Perhaps it's in defiance of this common narrative, that I'm really loving the poetry of Venezuelan transgender poet Esdras Parra (1939-2004), just this month released in translated form by editor Jamie Berrout (a world class writer in her own right). To be clear, I don't usually read poetry, and Parra's words are hardly Lennon & McCartney (always my frame of reference); in a self-portrait crucially included in Berrout's edition, we learn of Parra's acceptance that there is no magic X or dare I say it, magic anything: My life has consciously revolved around this absurd, unrealizable effort . . . I'm sorry to say that there are no revelations to make. My life couldn't be more ordinary or insignificant. I don't know where I'm going or what currents push me along. Parra talks, true to the Lacanian spirit, of how she's circled unceasingly around myself searching for a non-existent center. The result is poetry using natural-world imagery to convey unconscious dreamscapes. Wordsworth's lonely clouds and rolling hills have been reformed to chthonic underworlds and apprehension, melancholy and the void, recurring and reforming across 200 poems:
How long I've waited in crystal rooms
in the vast timber of the forests
watching the dark moon
along time that runs in a straight path
watching the quiet scent
of the vacant houses
in a hiding place filled with pain and tears
and I have waited up there in remembering
between pounded stones
above a drowned tree
in the midst of arid days
I take these kinds of lines like cocaine that's been prepared by H.P. Lovecraft, like an essay by Slavoj Zizek when he really wants to express the Lacanian Real of a realm without language, grasping to make sense of what isn't there. To be transgender, in Parra's evocations, is not to find the Holy Grail, but just the Wasteland in your naked form, finding beauty where you find it in still pools and leafless trees and still breezes with cawing crows. A lifelong narrative of meaning evaporates: I concede to the wind a body without memory.
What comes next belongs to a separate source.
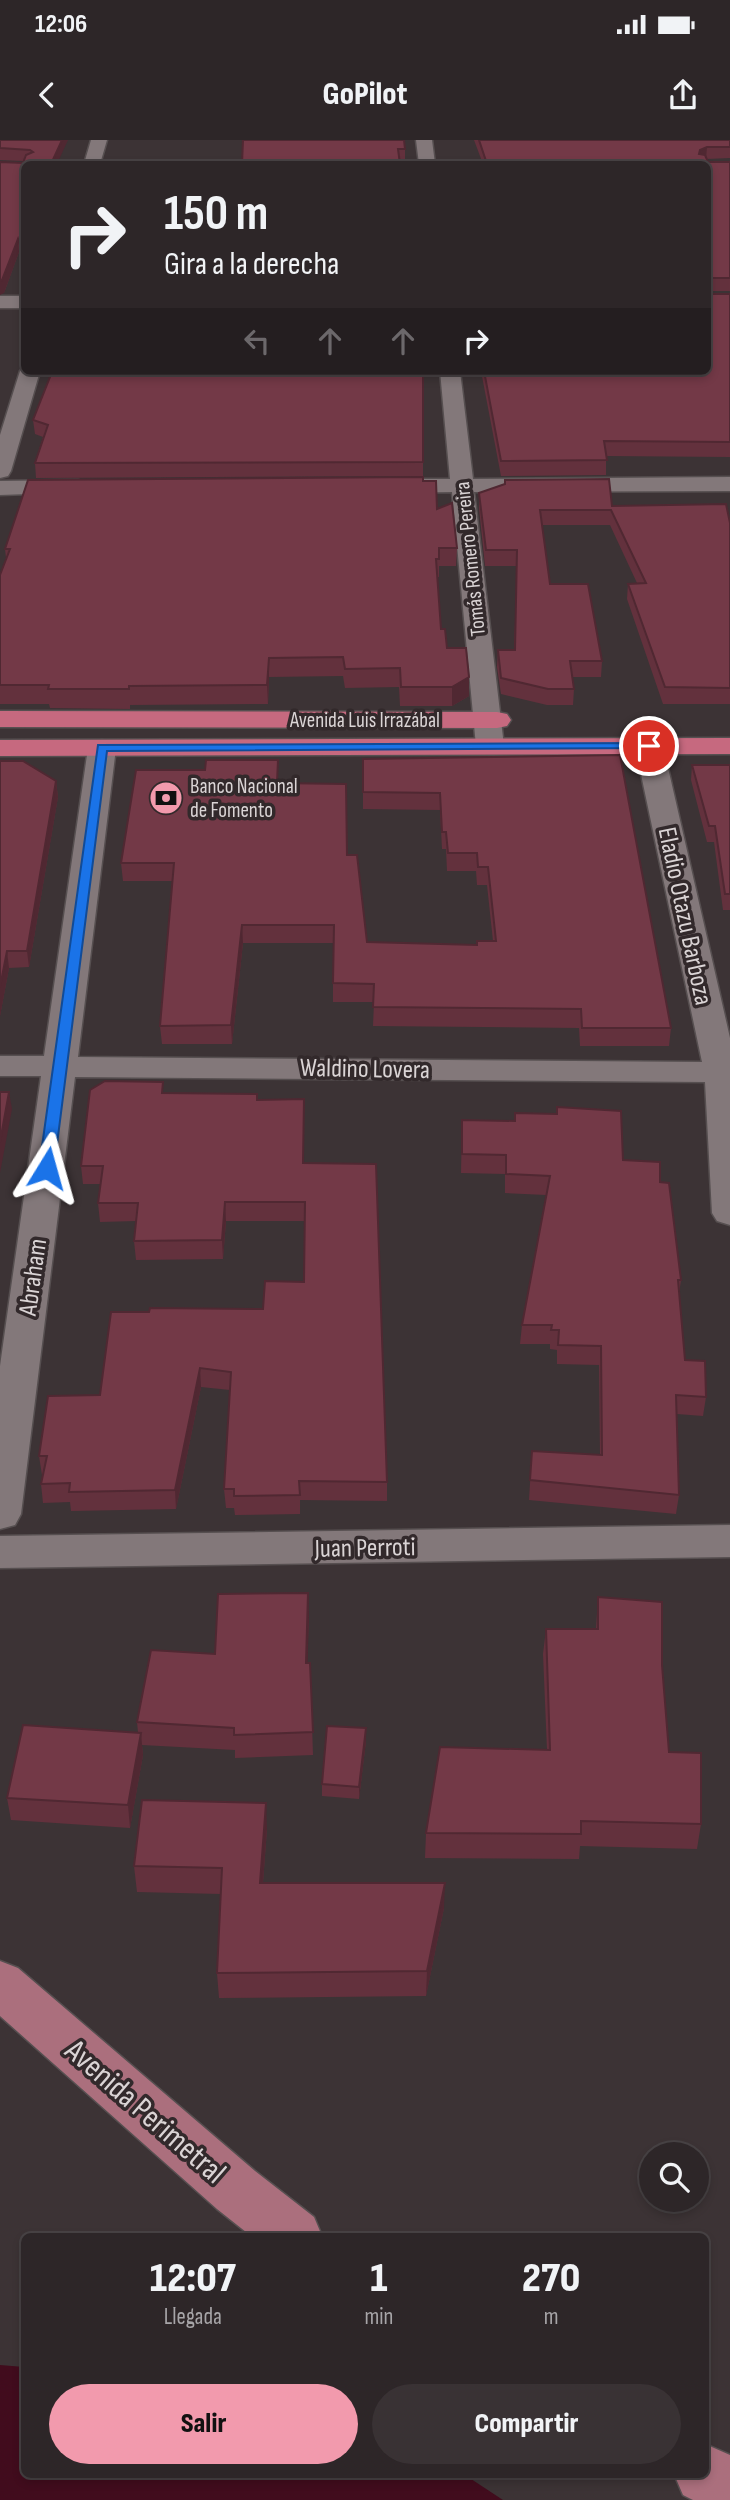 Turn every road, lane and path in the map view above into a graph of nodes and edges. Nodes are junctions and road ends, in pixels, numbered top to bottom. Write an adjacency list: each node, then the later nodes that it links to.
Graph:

Collectively, the poems in the collection have an almost disorientating, fragmented effect, but I welcome Parra's autumnal ambience; these are not the words of cisgender appropriation or projection, no happy ending in the style of the Hollywood-friendly, Chilean movie A Fantastic Woman, to give just one example. In The Collected Poems of Esdras Parra we enter three-dimensional melancholy and remoteness, so distant from neoliberal happy scripts and so many trans narratives to remind us of where we're at on cosmic landscapes: of an existence less beginning-middle-end or striving for white-picket-fences. Rather, of increasing self-awareness, enduring for the brief time in the form that feels most naked and sincere.